Maybe I should understand what we forget, selectively, when we remember, voluntarily. Remember the smell but forget the taste? Think of the touch but forget the sight. Or rather, believe in the simple explanation of an aging limited mind. That as we pile on the years with countless materialistic memories of new cars, First class flights and Christmas parties, we begin to dislodge those simplistic memories of a purer past.
Frankly, I think, at some point you can forget only so much. You can remember only so much.
I think we choose to remember those things that leave an impact and let go of the other memories…we can never forget anything that affected us deeply..no matter how much we try !
Nice. It is interesting that despite my clean as a blackboard memory, I still remember being told that raindrops on a windshield will travel up if you are going sufficiently fast. Still seems magical to me!
Anon. I agree, I too was fascinated when I saw it the first time. And If I remember correctly that speed often used to be 90Kph on a suzuki 800? At 70 they would go horizontal and then start going up as you go faster
Man that forgetting / memory loss business sucks, i guess im forgetting things i learned during masters 🙁
Initially, I used to think that i rem only what i really want to, but now, somehoe there’s a weird coldness associated with everything, i don’t rem cos i dont care enough…
Mahesh: hehehe. Of all things that I have forgotten, that is the least of my worries
Upasna: ah ha my point exactly. Sadly how do we get rid of this coldness. Upasna, I want to remember everything.
Nice one dude! Don’t be surprised.. that I am reading your blog 😉
Heard of “Buffer Overflow” ? You have X amount of buffer and if that gets filled up, things start falling off. As we grow older, we have that many more things to store in the same X amount of buffer and hence the loss.
This is perfectly natural. Enjoy the moments as you live them 🙂 Thats the best we can do being only humans.
Cheers,
Swapnil.
There should be a wax museum…you walk along life, and one midas touch returns you back to forgotten memories…
We remember more tings from the times we were younger. Clean slate like minds, many incidents that happen to us for the first time leave ever lasting impressions. I remember meeting you for the first time. The rest of them…well were only abt meeting u again! 😀
Ok – I’m just harping! Nice article D. As usual 🙂
– P
Ballya: I would have never imagined that you lingered here. I am glad though and you make perfect sense. perhaps its the additional years you have on me?
As far as the buffer analogy, all seems great until you realize that even though you lose memory in the buffer it is still stored in some permanent location. isnt it?

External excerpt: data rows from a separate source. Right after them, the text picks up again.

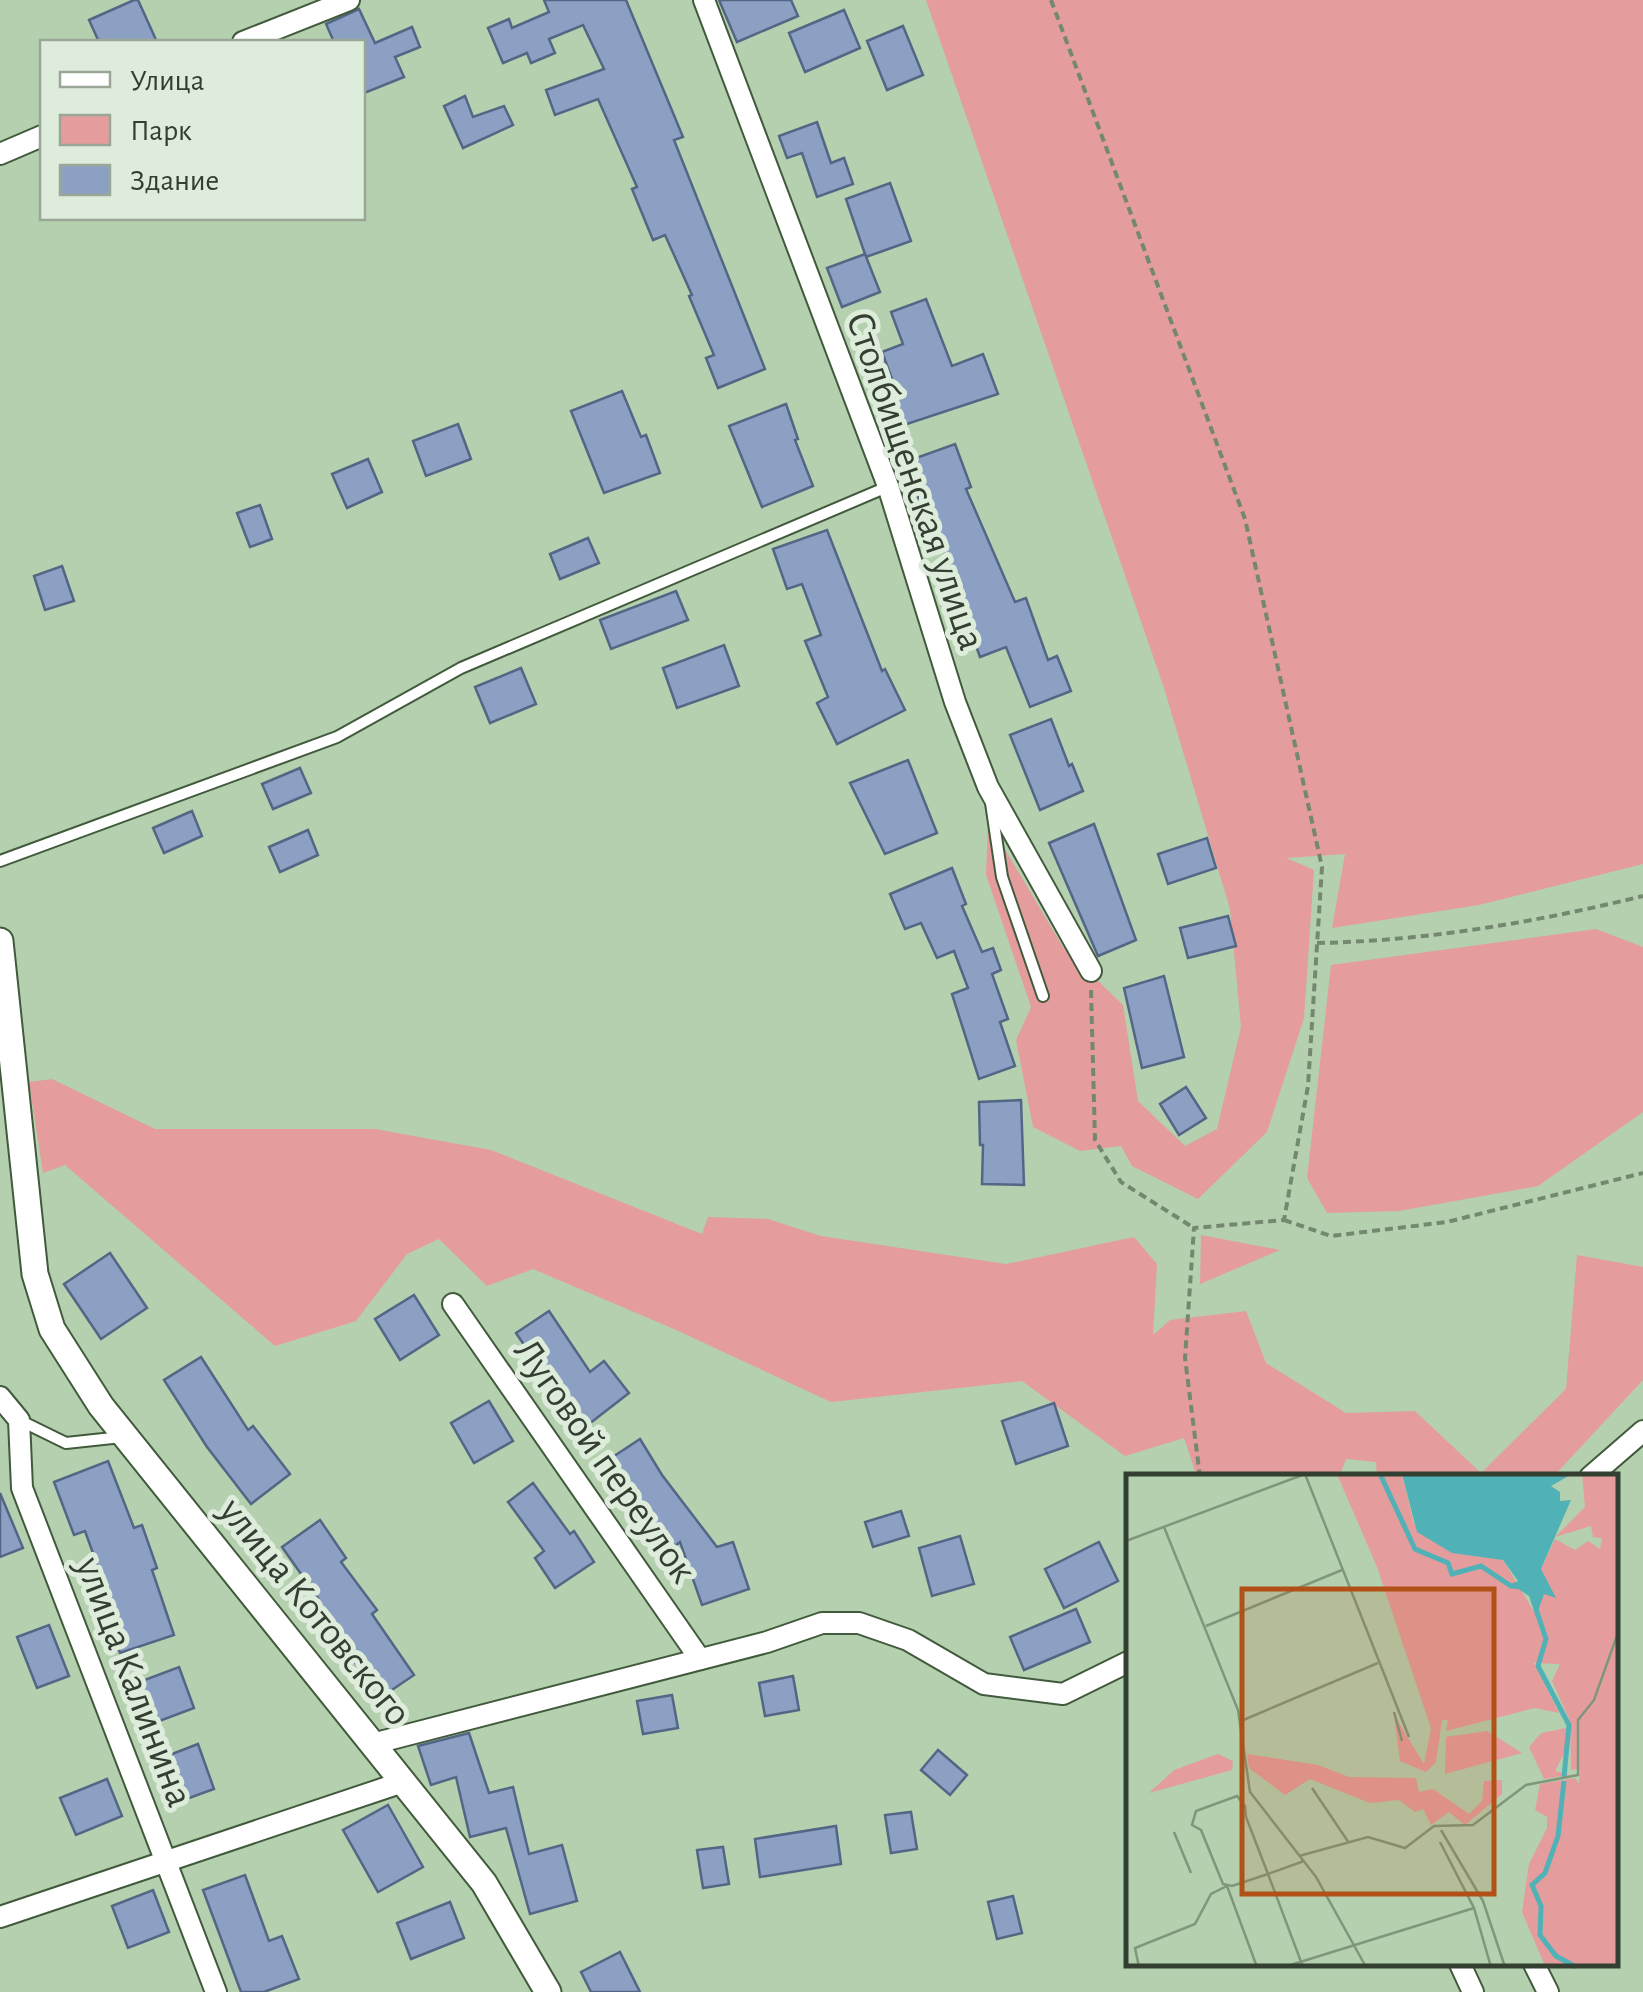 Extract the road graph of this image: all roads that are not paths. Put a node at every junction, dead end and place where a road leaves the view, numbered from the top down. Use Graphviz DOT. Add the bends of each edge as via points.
graph roads {
  1 [pos="350,0"];
  2 [pos="704,0"];
  3 [pos="248,40"];
  4 [pos="40,137"];
  5 [pos="0,154"];
  6 [pos="888,486"];
  7 [pos="988,787"];
  8 [pos="0,861"];
  9 [pos="0,941"];
  10 [pos="1091,971"];
  11 [pos="1043,996"];
  12 [pos="452,1304"];
  13 [pos="0,1397"];
  14 [pos="18,1420"];
  15 [pos="1643,1431"];
  16 [pos="126,1437"];
  17 [pos="1593,1474"];
  18 [pos="700,1659"];
  19 [pos="1126,1663"];
  20 [pos="372,1744"];
  21 [pos="402,1782"];
  22 [pos="166,1862"];
  23 [pos="0,1917"];
  24 [pos="1461,1967"];
  25 [pos="1536,1967"];
  26 [pos="216,1992"];
  27 [pos="548,1992"];
  28 [pos="1473,1992"];
  29 [pos="1548,1992"];
  1 -- 3 [label="street"];
  2 -- 6 [label="street, Столбищенская улица"];
  4 -- 5 [label="street"];
  6 -- 7 [label="street, Столбищенская улица" via="954,702"];
  6 -- 8 [label="lane" via="461,668 337,736"];
  7 -- 10 [label="street, Столбищенская улица"];
  7 -- 11 [label="lane" via="1002,877"];
  9 -- 16 [label="street, улица Котовского" via="35,1274 52,1329"];
  12 -- 18 [label="street, Луговой переулок"];
  13 -- 14 [label="street"];
  14 -- 16 [label="lane" via="66,1443"];
  14 -- 22 [label="street, улица Калинина" via="22,1488"];
  15 -- 17 [label="street"];
  16 -- 20 [label="street, улица Котовского"];
  18 -- 19 [label="street" via="822,1623 858,1623 908,1640 984,1684 1063,1694"];
  18 -- 20 [label="street"];
  20 -- 21 [label="street, улица Котовского"];
  21 -- 22 [label="street"];
  21 -- 27 [label="street, улица Котовского" via="484,1883"];
  22 -- 23 [label="street"];
  22 -- 26 [label="street, улица Калинина"];
  24 -- 28 [label="street"];
  25 -- 29 [label="street"];
}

Ups: Agreed. Should there be a admission fee to self?
P: thanks P. That was really well said. Loved the example!
Ballya: I would have never imagined that you lingered here. I am glad though and you make perfect sense. perhaps its the additional years you have on me?
As far as the buffer analogy, all seems great until you realize that even though you lose memory in the buffer it is still stored in some permanent location. isnt it?

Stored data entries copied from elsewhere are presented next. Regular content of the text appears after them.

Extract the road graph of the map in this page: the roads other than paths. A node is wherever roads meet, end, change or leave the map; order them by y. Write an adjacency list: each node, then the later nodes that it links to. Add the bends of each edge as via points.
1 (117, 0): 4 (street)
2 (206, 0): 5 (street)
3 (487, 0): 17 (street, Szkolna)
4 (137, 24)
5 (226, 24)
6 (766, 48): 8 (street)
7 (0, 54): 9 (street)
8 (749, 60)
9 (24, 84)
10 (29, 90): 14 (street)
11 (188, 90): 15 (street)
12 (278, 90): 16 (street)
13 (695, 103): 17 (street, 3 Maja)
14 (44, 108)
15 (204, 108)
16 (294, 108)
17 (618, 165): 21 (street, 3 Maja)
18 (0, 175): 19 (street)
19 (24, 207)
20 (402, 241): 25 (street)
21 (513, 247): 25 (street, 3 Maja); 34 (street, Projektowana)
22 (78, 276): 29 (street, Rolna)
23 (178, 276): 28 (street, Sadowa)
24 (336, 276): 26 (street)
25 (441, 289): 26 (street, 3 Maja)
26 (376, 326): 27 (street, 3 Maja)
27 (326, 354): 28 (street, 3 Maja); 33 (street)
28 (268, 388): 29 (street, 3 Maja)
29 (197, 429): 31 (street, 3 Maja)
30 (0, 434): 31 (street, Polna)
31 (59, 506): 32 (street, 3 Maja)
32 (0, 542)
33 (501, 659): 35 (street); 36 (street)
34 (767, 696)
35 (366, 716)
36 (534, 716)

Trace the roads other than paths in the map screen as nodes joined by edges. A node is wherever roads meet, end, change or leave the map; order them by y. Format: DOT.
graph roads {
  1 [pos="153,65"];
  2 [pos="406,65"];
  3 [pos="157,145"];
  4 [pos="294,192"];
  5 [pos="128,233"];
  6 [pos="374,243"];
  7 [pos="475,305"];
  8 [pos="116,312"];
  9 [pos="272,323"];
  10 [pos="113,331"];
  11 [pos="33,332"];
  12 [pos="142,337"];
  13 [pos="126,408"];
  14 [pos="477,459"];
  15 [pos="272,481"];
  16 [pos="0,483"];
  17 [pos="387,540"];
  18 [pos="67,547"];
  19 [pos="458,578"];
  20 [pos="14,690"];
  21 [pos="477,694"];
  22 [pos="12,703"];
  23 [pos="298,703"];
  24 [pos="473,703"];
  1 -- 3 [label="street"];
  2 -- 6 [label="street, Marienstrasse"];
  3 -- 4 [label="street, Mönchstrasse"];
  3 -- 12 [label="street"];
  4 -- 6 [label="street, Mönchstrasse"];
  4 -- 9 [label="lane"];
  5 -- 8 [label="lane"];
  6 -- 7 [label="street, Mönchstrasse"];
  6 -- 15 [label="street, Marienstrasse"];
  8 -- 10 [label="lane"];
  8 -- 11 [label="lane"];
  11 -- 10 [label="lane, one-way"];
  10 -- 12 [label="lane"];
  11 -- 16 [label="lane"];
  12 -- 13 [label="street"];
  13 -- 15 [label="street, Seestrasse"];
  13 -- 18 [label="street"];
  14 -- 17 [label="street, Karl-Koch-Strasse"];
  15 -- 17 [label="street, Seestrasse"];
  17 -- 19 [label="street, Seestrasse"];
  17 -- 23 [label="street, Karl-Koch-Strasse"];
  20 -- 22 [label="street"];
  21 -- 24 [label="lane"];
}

Ups: Agreed. Should there be a admission fee to self?
P: thanks P. That was really well said. Loved the example!
Dushi and guess what? I am lingering here from Hawaii. Vacationing in heaven 🙂 and things are simply unbelievable, mind blowing and out of this world…. here
I am trying my best to fit things into my buffer as far as Hawaii goes :). Also using my camera as a fallback memory solution 🙂
You are right! Some things are stored forever. I still clearly remember so many targets 🙂
Cheers,
Swapnil
Should the fee not depend on whether you are in London or Washington?

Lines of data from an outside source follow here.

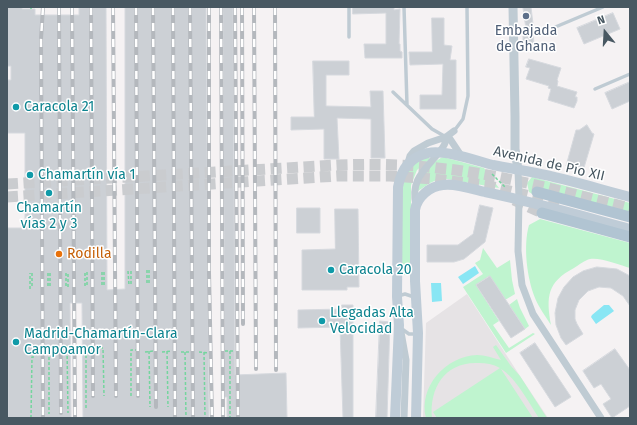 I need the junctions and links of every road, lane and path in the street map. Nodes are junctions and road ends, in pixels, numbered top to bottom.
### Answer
1 (349, 7) edge
2 (404, 7) edge
3 (467, 7) edge
4 (513, 7) edge
5 (603, 7) edge
6 (553, 28) dead end
7 (349, 37) dead end
8 (630, 74) edge
9 (595, 89) dead end
10 (393, 92) dead end
11 (407, 105) junction
12 (454, 131) joint
13 (446, 137) junction
14 (439, 153) junction
15 (462, 157) junction
16 (408, 163) junction
17 (492, 165) junction
18 (518, 170) junction
19 (537, 192) dead end
20 (505, 196) junction
21 (630, 198) edge
22 (519, 199) junction
23 (416, 206) junction
24 (542, 213) tunnel mouth
25 (630, 217) edge
26 (630, 229) edge
27 (630, 237) edge
28 (148, 270) dead end
29 (130, 271) dead end
30 (86, 272) dead end
31 (103, 272) dead end
32 (31, 273) dead end
33 (49, 273) dead end
34 (67, 273) dead end
35 (130, 285) dead end
36 (148, 285) dead end
37 (103, 286) dead end
38 (67, 287) dead end
39 (86, 287) dead end
40 (31, 288) dead end
41 (49, 288) dead end
42 (397, 297) junction
43 (417, 303) junction
44 (398, 310) junction
45 (399, 325) junction
46 (418, 333) junction
47 (64, 346) dead end
48 (67, 346) junction
49 (71, 346) dead end
50 (45, 347) dead end
51 (49, 347) junction
52 (82, 347) dead end
53 (86, 347) junction
54 (90, 347) dead end
55 (54, 348) dead end
56 (100, 348) dead end
57 (136, 350) dead end
58 (149, 351) junction
59 (154, 351) dead end
60 (167, 351) junction
61 (172, 351) dead end
62 (225, 351) dead end
63 (230, 351) junction
64 (235, 351) dead end
65 (145, 352) dead end
66 (162, 352) dead end
67 (180, 352) dead end
68 (185, 352) junction
69 (190, 352) dead end
70 (199, 352) dead end
71 (204, 352) junction
72 (209, 352) dead end
73 (36, 357) dead end
74 (411, 359) junction
75 (104, 396) dead end
76 (131, 396) dead end
77 (150, 407) dead end
78 (168, 407) dead end
79 (86, 408) dead end
80 (68, 413) dead end
81 (49, 414) dead end
82 (31, 418) edge
83 (186, 418) edge
84 (205, 418) edge
85 (230, 418) edge
86 (395, 418) edge
87 (404, 418) edge
88 (416, 418) edge
89 (601, 418) edge

1 - 7 lane
2 - 11 lane
3 - 12 lane
4 - 18 street
5 - 6 lane
8 - 9 lane
10 - 11 lane
11 - 13 lane
12 - 13 street
13 - 14 street
13 - 15 street
13 - 16 street
14 - 15 main road, Avenida de Pío XII
14 - 16 main road, Avenida de Pío XII
14 - 23 street
15 - 17 main road, Avenida de Pío XII
16 - 42 main road
17 - 18 main road, Avenida de Pío XII
17 - 20 path
18 - 21 main road, Avenida de Pío XII
18 - 22 street
19 - 25 main road
20 - 22 main road
20 - 23 main road
22 - 26 main road
22 - 89 street
23 - 43 main road
24 - 27 main road
28 - 36 path
29 - 35 path
30 - 39 path
31 - 37 path
32 - 40 path
33 - 41 path
34 - 38 path
42 - 43 lane
42 - 44 main road
43 - 44 lane
43 - 46 main road
44 - 45 main road
45 - 46 lane
45 - 74 street
45 - 86 main road
46 - 74 main road
47 - 48 path
48 - 49 path
48 - 80 path
50 - 51 path
51 - 55 path
51 - 81 path
52 - 53 path
53 - 54 path
53 - 79 path
56 - 75 path
57 - 76 path
58 - 59 path
58 - 65 path
58 - 77 path
60 - 61 path
60 - 66 path
60 - 78 path
62 - 63 path
63 - 64 path
63 - 85 path
67 - 68 path
68 - 69 path
68 - 83 path
70 - 71 path
71 - 72 path
71 - 84 path
73 - 82 path
74 - 87 street
74 - 88 main road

…reminded me of this line from the novel ‘The memories of a giesha’…
“Sometimes, I think the things that I remember are more real than the things that I see”
Ups: What I meant is if we do somehow fix all our memories in wax, then I wonder if I myself would be inclined to see it again at any price 🙂
Unanchored Sails: I see you here after a long time! Like the quote, sounds surprisingly like something morpheus would say in the Matrix 🙂
One famous guy’s son does not own a mobile phone , and the guy said, yeah he (the son) is more evolved than me…
I guess I’d have to say that for you now 😉
the title of this post is just enough to make the point!
I was in Calcutta this weekend, with ma and dad. Calcuta is like going to “des” for me- its my ancestral home in some ways, where all the elders live, where daddy was once a small boy. And we have our ancestral home in Bada Bajaar (as we Gujjus call it). Of course, its ours no longer- sold to a Bengali businessman who uses it as a warehouse/packaging area for raincoats.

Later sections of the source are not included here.